**What you have to do**. Find and copy every line in the records that includes the string "node".

**Given records**.
■ ■ ■ ■ ■

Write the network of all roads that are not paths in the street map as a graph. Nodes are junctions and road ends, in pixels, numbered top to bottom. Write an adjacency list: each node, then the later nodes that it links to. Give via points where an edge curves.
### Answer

■ ■ ■ ■ ■

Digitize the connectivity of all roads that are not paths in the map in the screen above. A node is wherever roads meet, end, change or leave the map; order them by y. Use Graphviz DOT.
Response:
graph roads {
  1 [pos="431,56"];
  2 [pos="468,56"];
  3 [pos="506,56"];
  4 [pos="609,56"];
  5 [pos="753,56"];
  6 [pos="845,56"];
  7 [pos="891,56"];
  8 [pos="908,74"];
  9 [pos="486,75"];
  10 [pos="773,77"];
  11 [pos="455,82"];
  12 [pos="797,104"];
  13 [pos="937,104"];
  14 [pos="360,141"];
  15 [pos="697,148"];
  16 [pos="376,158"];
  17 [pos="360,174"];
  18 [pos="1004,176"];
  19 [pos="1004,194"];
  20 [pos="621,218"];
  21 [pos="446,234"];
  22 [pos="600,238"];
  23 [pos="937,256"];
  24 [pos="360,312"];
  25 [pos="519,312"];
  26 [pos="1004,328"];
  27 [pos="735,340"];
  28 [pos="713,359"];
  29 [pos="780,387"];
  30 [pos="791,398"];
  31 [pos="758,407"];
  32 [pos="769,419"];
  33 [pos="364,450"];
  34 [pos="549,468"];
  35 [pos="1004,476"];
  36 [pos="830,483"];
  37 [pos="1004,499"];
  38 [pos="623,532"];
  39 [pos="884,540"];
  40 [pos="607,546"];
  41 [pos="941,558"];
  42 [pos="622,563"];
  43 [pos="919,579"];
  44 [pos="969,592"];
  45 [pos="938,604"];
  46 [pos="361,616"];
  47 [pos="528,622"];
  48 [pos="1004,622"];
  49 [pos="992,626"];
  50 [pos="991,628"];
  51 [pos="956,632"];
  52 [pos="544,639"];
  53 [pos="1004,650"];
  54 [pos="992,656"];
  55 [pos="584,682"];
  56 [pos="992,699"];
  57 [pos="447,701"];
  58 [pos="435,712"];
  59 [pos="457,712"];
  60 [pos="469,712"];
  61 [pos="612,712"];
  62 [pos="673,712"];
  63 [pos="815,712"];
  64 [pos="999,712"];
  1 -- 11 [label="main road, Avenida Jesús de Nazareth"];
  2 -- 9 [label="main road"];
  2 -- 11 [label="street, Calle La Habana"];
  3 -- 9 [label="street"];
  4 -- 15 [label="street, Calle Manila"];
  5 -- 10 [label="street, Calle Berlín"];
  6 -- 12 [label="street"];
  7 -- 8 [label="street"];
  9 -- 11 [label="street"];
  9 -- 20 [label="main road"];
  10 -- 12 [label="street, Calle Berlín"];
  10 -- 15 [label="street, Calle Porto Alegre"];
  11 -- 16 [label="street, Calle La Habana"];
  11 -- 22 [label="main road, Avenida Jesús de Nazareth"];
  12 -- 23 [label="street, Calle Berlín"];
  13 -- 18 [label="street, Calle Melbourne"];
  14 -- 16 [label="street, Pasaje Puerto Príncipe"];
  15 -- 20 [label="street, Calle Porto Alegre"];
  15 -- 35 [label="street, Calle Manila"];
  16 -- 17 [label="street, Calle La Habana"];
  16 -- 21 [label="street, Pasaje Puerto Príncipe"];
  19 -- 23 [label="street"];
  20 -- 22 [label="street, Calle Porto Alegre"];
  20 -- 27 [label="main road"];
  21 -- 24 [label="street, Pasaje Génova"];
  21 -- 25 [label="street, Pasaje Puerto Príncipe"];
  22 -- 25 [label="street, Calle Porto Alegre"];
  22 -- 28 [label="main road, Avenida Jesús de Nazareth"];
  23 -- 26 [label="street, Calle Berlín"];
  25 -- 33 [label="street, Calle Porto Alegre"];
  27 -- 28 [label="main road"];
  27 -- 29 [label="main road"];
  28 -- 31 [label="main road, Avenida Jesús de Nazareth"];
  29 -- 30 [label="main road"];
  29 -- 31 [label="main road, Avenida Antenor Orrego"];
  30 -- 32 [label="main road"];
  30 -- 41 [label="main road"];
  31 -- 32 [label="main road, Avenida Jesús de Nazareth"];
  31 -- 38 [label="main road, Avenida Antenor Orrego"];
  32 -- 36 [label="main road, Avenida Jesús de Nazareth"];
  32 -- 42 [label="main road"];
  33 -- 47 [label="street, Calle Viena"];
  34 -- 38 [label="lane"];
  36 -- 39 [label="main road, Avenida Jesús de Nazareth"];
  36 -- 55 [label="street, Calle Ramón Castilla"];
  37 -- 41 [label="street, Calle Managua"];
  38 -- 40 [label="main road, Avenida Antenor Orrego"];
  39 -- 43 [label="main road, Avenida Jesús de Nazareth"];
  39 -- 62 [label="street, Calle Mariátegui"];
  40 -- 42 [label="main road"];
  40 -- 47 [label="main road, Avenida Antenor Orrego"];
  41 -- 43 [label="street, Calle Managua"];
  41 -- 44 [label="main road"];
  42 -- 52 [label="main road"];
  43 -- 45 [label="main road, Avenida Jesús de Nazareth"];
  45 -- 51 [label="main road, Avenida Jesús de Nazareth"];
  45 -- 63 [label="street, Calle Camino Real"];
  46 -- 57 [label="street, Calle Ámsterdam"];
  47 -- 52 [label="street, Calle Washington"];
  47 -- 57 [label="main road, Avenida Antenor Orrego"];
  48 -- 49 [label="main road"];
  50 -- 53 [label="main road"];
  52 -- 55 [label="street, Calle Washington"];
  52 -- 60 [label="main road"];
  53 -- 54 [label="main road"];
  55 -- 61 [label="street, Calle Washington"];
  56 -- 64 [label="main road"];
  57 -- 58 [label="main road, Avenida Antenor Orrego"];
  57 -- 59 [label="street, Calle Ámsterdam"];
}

■ ■ ■ ■ ■

**Written answer**.
Write the network of all roads that are not paths in the street map as a graph. Nodes are junctions and road ends, in pixels, numbered top to bottom. Write an adjacency list: each node, then the later nodes that it links to. Give via points where an edge curves.
Digitize the connectivity of all roads that are not paths in the map in the screen above. A node is wherever roads meet, end, change or leave the map; order them by y. Use Graphviz DOT.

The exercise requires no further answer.